The other was Anita Dalton, the only serious critic who seems to even know my books exist, so she must be crazy too. I asked them both about it and didn’t get the OH YEAH ME TOO OH MY GOD responses I was hoping for, although they did seem to immediately grasp more or less what Iwas thinking of; we did get some interesting work done that I’m not sure whether I should share with the public (if either of them want to give me permission, please contact me; when I talked to them, I didn’t really have a public discussion of the results in mind so did not ask permission). The response was fun and friendly but no angels appeared blowing trumpets like I’d hoped.

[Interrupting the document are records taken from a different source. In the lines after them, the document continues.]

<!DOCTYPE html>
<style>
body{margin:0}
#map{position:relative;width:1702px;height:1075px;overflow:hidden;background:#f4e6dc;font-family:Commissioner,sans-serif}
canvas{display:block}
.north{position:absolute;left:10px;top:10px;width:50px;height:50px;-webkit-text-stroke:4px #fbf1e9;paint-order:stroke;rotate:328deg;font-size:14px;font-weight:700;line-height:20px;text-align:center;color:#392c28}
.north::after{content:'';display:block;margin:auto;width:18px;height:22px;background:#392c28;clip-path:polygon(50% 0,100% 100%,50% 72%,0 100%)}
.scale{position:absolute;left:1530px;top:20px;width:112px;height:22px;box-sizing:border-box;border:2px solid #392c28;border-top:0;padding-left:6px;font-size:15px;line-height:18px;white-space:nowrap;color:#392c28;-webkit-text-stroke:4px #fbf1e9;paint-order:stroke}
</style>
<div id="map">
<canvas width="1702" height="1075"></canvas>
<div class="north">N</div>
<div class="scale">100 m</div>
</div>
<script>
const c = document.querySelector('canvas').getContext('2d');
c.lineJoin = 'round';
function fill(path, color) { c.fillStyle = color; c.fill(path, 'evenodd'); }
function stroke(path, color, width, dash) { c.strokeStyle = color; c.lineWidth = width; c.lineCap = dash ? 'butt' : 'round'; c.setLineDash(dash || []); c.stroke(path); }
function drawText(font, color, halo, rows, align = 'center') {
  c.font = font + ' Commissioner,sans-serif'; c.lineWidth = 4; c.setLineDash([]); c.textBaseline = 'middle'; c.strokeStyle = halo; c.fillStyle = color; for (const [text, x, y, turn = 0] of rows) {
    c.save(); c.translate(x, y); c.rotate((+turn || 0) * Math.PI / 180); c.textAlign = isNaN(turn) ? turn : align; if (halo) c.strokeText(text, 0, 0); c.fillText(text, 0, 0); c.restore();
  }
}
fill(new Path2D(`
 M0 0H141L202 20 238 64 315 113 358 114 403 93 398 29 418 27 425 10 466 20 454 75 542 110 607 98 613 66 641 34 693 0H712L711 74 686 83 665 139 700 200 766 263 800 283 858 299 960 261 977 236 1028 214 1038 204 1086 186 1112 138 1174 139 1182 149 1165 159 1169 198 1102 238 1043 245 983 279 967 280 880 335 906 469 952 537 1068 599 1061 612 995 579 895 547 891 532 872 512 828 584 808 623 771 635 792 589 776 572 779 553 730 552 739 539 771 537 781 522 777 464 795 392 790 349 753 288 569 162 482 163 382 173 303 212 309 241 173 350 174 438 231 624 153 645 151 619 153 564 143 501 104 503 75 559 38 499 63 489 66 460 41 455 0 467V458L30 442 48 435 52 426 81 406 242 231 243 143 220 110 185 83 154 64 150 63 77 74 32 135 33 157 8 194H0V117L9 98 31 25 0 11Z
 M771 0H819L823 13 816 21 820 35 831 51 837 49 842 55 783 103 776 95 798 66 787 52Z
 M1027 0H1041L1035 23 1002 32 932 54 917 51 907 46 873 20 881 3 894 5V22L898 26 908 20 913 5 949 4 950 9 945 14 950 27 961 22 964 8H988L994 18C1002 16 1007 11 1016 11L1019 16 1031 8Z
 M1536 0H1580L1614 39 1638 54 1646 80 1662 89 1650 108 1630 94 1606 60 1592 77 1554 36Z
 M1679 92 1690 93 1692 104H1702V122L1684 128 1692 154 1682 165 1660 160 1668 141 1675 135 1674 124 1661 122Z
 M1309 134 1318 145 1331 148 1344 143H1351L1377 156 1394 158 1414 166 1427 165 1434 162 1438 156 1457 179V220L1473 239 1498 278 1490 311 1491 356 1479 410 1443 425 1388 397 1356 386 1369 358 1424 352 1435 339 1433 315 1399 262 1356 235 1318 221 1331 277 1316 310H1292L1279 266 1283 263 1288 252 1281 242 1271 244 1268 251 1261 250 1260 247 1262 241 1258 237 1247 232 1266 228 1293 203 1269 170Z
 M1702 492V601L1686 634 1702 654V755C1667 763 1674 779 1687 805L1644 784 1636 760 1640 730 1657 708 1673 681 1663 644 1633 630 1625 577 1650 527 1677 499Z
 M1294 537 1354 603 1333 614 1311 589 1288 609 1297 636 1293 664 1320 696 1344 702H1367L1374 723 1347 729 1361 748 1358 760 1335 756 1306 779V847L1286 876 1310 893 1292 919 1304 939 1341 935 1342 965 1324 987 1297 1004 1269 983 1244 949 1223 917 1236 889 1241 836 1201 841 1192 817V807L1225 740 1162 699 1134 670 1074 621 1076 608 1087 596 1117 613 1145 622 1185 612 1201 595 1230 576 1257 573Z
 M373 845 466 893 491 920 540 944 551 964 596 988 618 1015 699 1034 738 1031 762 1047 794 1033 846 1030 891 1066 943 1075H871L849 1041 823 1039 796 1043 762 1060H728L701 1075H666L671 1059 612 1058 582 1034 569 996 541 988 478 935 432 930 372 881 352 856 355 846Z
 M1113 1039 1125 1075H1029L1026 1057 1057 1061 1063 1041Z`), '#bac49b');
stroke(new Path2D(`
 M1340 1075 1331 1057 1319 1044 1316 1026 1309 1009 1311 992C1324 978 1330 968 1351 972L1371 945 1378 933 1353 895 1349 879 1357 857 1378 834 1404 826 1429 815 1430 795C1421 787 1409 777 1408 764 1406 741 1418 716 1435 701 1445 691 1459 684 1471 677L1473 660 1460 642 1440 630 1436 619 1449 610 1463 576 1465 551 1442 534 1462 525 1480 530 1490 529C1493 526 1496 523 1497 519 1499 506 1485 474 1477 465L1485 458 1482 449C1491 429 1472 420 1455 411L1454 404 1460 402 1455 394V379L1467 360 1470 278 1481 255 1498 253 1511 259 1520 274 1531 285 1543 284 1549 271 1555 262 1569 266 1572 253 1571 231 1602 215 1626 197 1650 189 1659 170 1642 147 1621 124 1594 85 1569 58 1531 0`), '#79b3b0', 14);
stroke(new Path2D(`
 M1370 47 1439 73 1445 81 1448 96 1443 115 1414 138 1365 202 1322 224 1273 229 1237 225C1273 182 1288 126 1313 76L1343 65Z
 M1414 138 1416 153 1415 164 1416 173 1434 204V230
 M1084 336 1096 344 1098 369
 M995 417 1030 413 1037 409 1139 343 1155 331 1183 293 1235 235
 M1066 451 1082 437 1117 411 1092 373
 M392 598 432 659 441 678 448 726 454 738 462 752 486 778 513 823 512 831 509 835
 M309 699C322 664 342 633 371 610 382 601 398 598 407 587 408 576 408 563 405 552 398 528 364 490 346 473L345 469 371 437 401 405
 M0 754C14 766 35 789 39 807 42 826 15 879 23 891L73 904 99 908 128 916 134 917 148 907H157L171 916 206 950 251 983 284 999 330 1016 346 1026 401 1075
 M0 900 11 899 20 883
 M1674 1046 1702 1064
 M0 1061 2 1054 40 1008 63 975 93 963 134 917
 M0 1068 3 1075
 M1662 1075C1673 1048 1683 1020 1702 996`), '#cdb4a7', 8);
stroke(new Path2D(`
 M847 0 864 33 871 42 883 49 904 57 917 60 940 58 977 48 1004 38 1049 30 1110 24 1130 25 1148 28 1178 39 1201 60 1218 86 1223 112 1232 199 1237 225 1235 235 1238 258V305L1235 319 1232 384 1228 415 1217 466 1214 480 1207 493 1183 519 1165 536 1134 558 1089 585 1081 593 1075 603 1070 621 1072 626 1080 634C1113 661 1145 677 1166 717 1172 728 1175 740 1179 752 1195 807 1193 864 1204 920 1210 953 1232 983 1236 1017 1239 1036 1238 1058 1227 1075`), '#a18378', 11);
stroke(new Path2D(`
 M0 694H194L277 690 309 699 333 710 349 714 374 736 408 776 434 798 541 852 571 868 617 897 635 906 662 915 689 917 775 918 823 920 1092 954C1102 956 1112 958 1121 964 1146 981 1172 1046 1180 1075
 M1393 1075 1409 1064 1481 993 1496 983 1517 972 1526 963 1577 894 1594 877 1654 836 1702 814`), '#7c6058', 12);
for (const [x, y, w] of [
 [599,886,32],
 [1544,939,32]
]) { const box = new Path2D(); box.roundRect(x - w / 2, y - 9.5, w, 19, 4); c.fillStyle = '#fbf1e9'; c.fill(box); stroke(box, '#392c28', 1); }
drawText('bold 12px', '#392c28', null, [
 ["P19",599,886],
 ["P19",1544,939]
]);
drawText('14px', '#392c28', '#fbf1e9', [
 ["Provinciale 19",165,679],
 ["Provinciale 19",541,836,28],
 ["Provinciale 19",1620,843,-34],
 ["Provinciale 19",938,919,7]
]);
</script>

So I’m opening it up to surprise candidates. Who hears “Angel’s Dream” and it clicks? Clicks and explodes and blows the doors to heaven back open, wide open, calling us in with the sweetness of serotonin that you can swim in, pools of innocent pleasure that hurt no one and turn every desire to magic clay, waiting for us to roll in it and mold it to make things that are just beyond my mortal grown-up booger bag of an imagination? Who knows how to tke the songs of innocence and the songs of experience and mix them up to symphony of this is it, this is who we were meant to be? I was just about to stupidly give out my email but hey, there’s a whole comments section below.

Fill it with revelations.

Who else has entered the Angel’s Dream? Who has any fucking idea what I’m talking about? And please, please, please tell me you figured out how to get back there. PLEASE TELL ME HOW YOU GET BACK THERE.

Or at least tell me what scientists call it. Maybe it’s like depression: they can’t fix it, but they can give you some more comfortingly precise bullshit about it.